Segundo informações do Ministério Público Estadual, os benefícios do Imposto sobre Circulação de Mercadorias e Serviços (ICMS) foram concedidos a partir de 2010. A cobrança do imposto foi sendo adiada, por prazo indeterminado. Enquanto a empresa comprava maquinário para a ampliação de sua fábrica em Itatiaia, no sul Fluminense.

O processo começou como uma ação popular, que pedia para a Justiça considerar os benefícios ilegais. Mas a ação foi julgada improcedente. Então, a 11ª Promotoria de Justiça de Fazenda Pública, do Ministério Público Estadual, recorreu da decisão ao Tribunal de Justiça.

Valores

Os valores a serem ressarcidos não foram divulgados pelo Ministério Público. Em nota, divulgada por sua assessoria, Cabral considerou a decisão equivocada. Já que, segundo ele, o incentivo permitiu que a Michelin consolidasse suas fábricas dentro do Estado. E que isso triplicou o ICMS pago.

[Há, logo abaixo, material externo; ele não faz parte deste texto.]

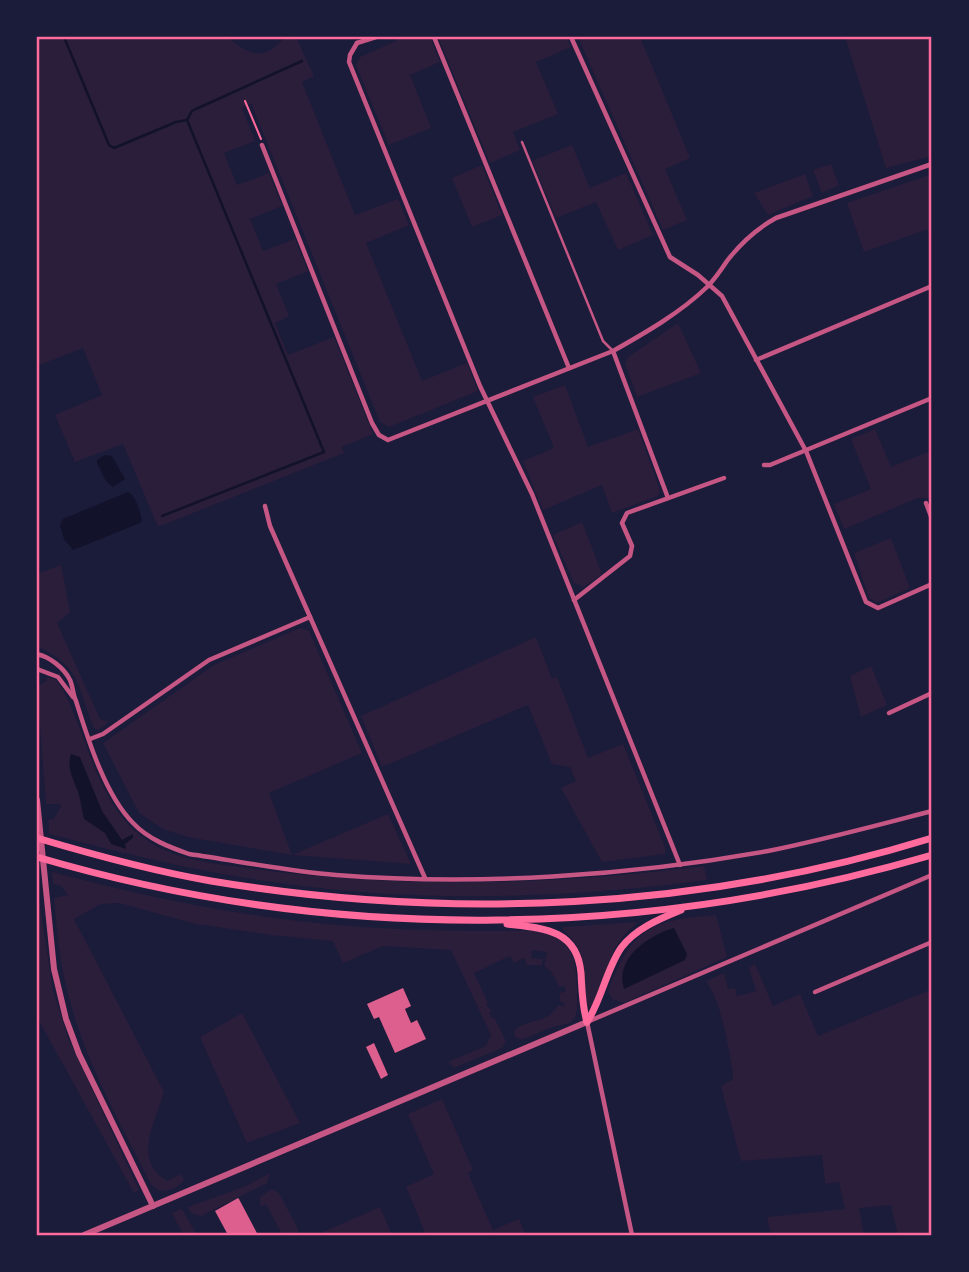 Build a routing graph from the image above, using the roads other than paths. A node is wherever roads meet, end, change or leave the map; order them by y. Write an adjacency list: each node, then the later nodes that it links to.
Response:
1 (354, 37): 5 (street)
2 (376, 37): 5 (street)
3 (434, 37): 13 (street)
4 (571, 37): 9 (street)
5 (357, 43): 15 (street)
6 (522, 142): 11 (lane)
7 (262, 145): 15 (street)
8 (932, 164): 9 (street)
9 (710, 284): 11 (street); 12 (street)
10 (932, 286): 12 (street)
11 (612, 351): 13 (street); 19 (street)
12 (756, 359): 16 (street)
13 (569, 368): 15 (street)
14 (932, 398): 16 (street)
15 (487, 401): 24 (street)
16 (806, 451): 17 (street); 23 (street)
17 (764, 465)
18 (724, 478): 19 (street)
19 (668, 498): 24 (street)
20 (926, 503): 22 (street)
21 (265, 506): 25 (street)
22 (932, 519)
23 (932, 584)
24 (574, 600): 38 (street)
25 (310, 617): 31 (street); 40 (street)
26 (37, 654): 29 (street)
27 (37, 669): 29 (street)
28 (932, 694): 30 (street)
29 (75, 701): 31 (street)
30 (889, 713)
31 (90, 740): 40 (street)
32 (37, 801): 46 (street)
33 (932, 811): 38 (street)
34 (37, 838): 35 (main road)
35 (932, 838)
36 (932, 855): 41 (main road)
37 (37, 857): 42 (main road)
38 (680, 865): 40 (street)
39 (932, 875): 45 (street)
40 (425, 878)
41 (690, 907): 42 (main road); 45 (main road)
42 (484, 921): 45 (main road)
43 (932, 942): 44 (street)
44 (815, 992)
45 (587, 1022): 46 (street); 48 (street)
46 (153, 1206): 47 (street)
47 (84, 1235)
48 (632, 1235)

Para o ex-governador, a política de incentivos dos últimos nove anos atraiu grandes empresas para o estado. “Uma decisão equivocada e em que cabe recurso pela sua aberração jurídica e violência contra uma política de desenvolvimento pautada em regras e compromissos recíprocos dos entes privados e do governo do estado. Essa decisão pode comprometer bilhões de investimentos que serão realizados no estado nos próximos anos, além de gerar insegurança jurídica”, diz a nota.